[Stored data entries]
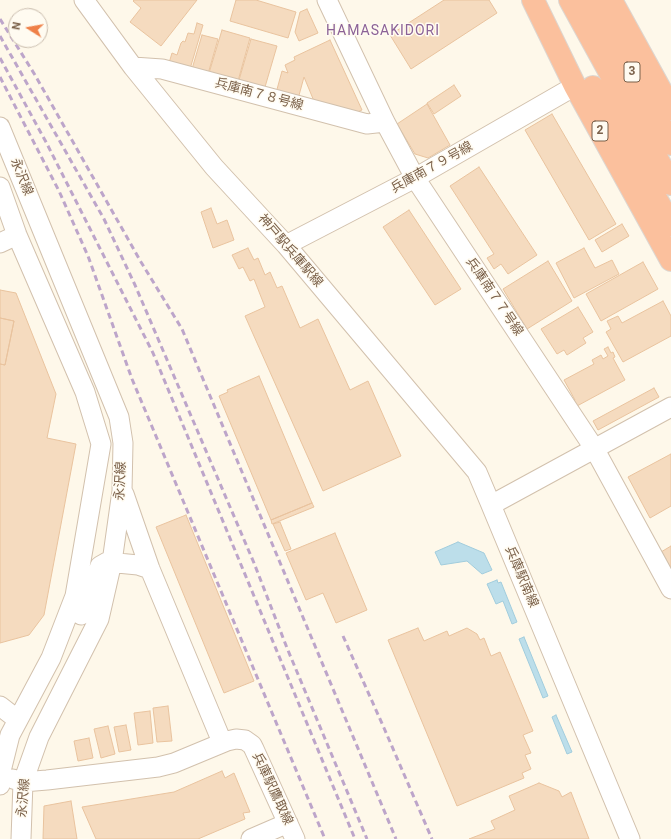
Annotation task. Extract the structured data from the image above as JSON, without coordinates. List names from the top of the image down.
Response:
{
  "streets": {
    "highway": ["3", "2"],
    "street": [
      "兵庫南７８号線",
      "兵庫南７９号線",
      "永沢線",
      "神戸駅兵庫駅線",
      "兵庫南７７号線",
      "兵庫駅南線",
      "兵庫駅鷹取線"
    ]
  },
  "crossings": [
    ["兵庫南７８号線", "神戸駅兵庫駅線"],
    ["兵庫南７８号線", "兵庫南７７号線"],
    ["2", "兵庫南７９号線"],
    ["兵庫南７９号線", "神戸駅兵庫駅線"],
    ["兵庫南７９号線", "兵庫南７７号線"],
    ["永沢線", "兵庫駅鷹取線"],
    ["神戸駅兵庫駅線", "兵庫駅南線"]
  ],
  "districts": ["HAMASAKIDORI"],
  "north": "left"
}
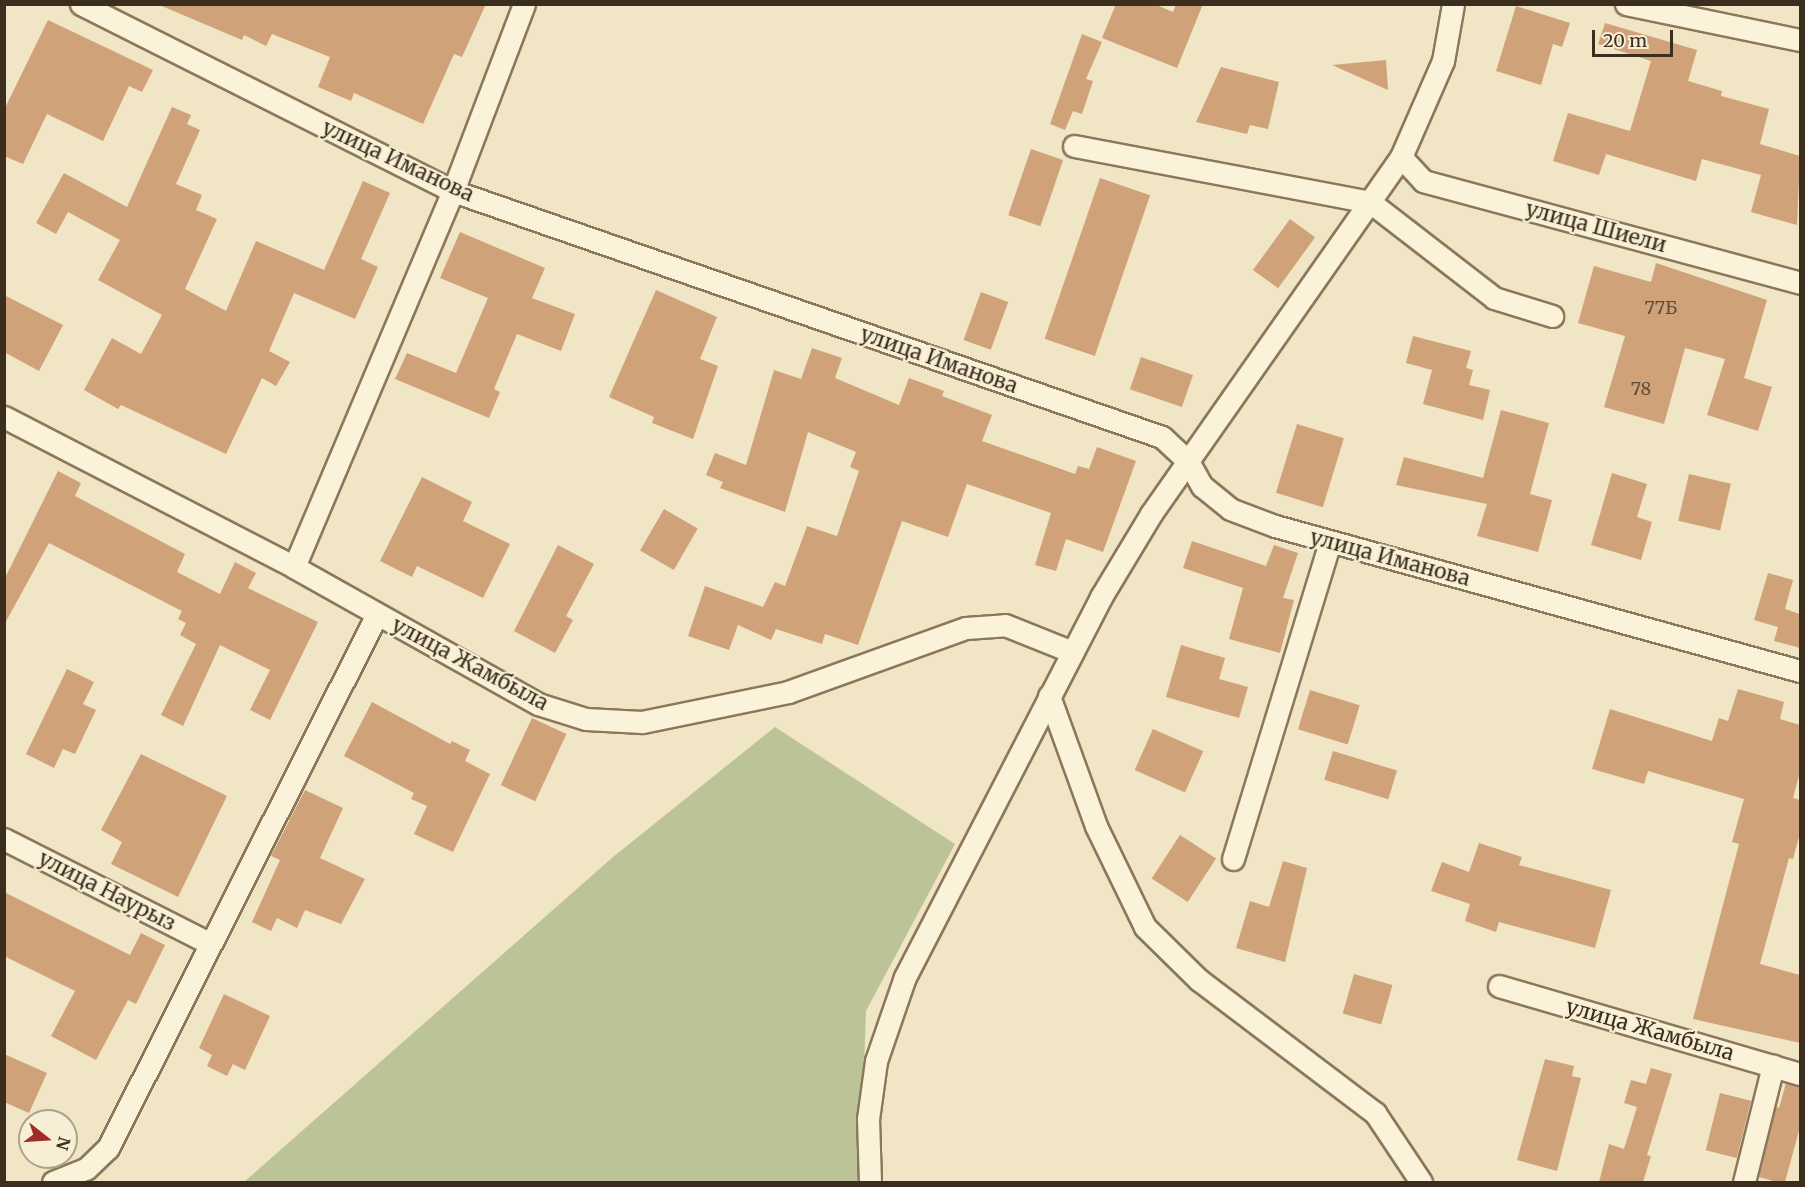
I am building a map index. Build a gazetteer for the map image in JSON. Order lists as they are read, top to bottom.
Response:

Exercise directions: Identify the lines in the records above that contain the word "JSON", then state how many there are and nothing more.

Task answer: 2